Hello, Just found the forum. Looks like a wealth of info. First off I'm an experienced fresh water fly fisherman from Tennessee. Tail-waters, Rivers, Streams, Lakes, Ponds for Bass, Trout, Musky, Pan fish, and even some Gar & Carp. The closest thing I've done to salt fly fishing is fishing for tailing carp in grass flats her in Tennessee. I vacation in Destin every October with the family and am looking for info about areas conducive for the wading angler in that area. We stay at the Jetty East Condominium. Are there any flats or shallow water areas in that area that are accessible without a boat? If so where should I look. Not looking for somebodies honey hole just trying to figure out where to start researching. Hoping someone can point me in the right direction. Thanks in advance. -Nate


----------



## Fisherdad1

There area actually not a lot of flats that are easily accessed by foot in Destin. Too much waterfront construction in those areas. An area near the coast guard station might be a good area to try. I have not waded it in a very, very long time, but I have fished it from a boat and it holds a lot of trout and redfish. That is on the west side of the Destin bridge. You can wade from the bridge to the station, but that is a short bank without as much grass. There is a lot more area to wade on the far side of the station, but getting over there may be tricky - the coast guard does not let you wander onto their property to fish. You may have to drive over the bridge toward Fort Walton, past the coast guard station and look for a walkover through the dunes. If you drive about two miles past the bridge, the dunes on the north bank disappear and you can see the bay, but unfortunately at the point the grass beds a have pretty much disappeared as well and you would have a long walk back to the east along the water to get to them. Sorry I can not be of more help.


----------



## wtbfishin

Your post made me think of a post from another site I follow NGTO and one someone asked about the Destin area a fellow fisherman made this post, it should help some, he spent some time on it.

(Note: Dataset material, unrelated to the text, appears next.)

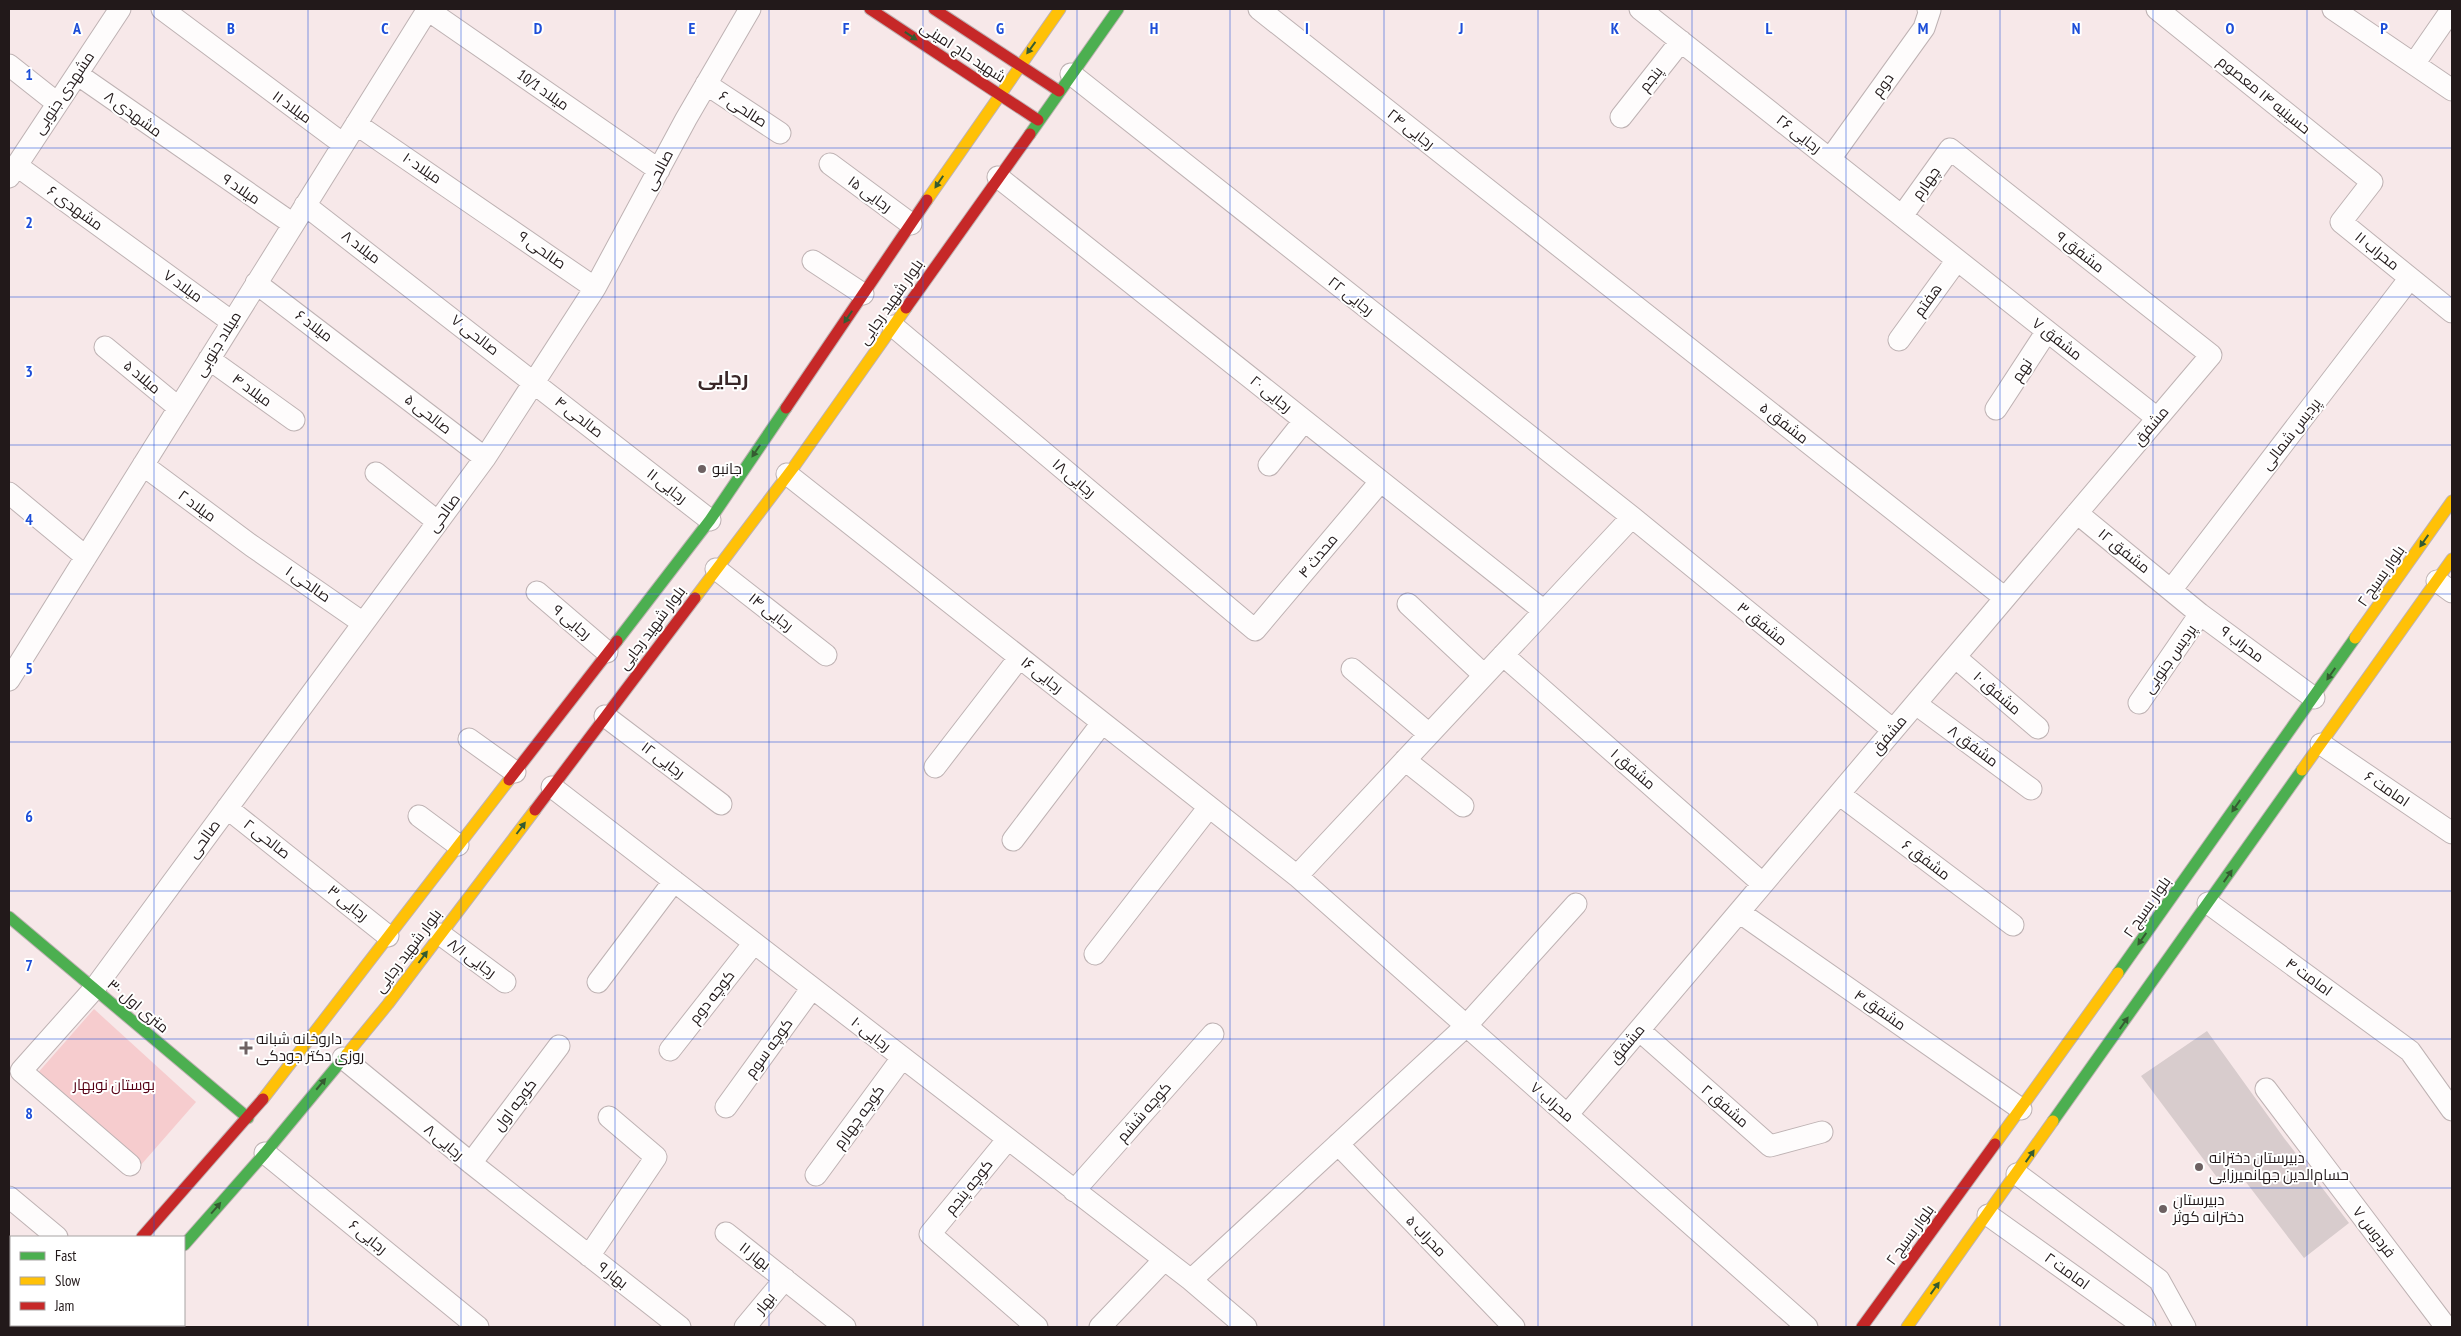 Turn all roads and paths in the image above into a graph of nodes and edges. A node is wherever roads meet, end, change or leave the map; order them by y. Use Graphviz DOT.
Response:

Where are you in Tn I love fishing up that way, I'm still in need of a large Brown and not even consider a Musky yet .


Several have asked about getting into saltwater fly *fishing* in the panhandle recently. Here's some info that might be helpful, based on *fishing* there many times.

By the way, if you're in a TU chapter or other group that might like a presentation on getting started in saltwater fly *fishing*, I'll be glad to try and find a time to share my "Intro to Saltwater Fly *Fishing*" program program with you. It's fun!

Anyway, here are the basics to get y'all going. Just be sure to let us know how you do!

*Where and when:*

The Florida Panhandle (and in fact many other areas around the Gulf Coast) offer some incredible opportunities for getting started in saltwater fly *fishing*. In the Panhandle, for instance, it's hard to find areas that do not offer great fly *fishing* potential. Right around *Destin* and Fort Walton Beach and Pensacola, for example, you should find plenty to keep you busy in the surf and in the bay. 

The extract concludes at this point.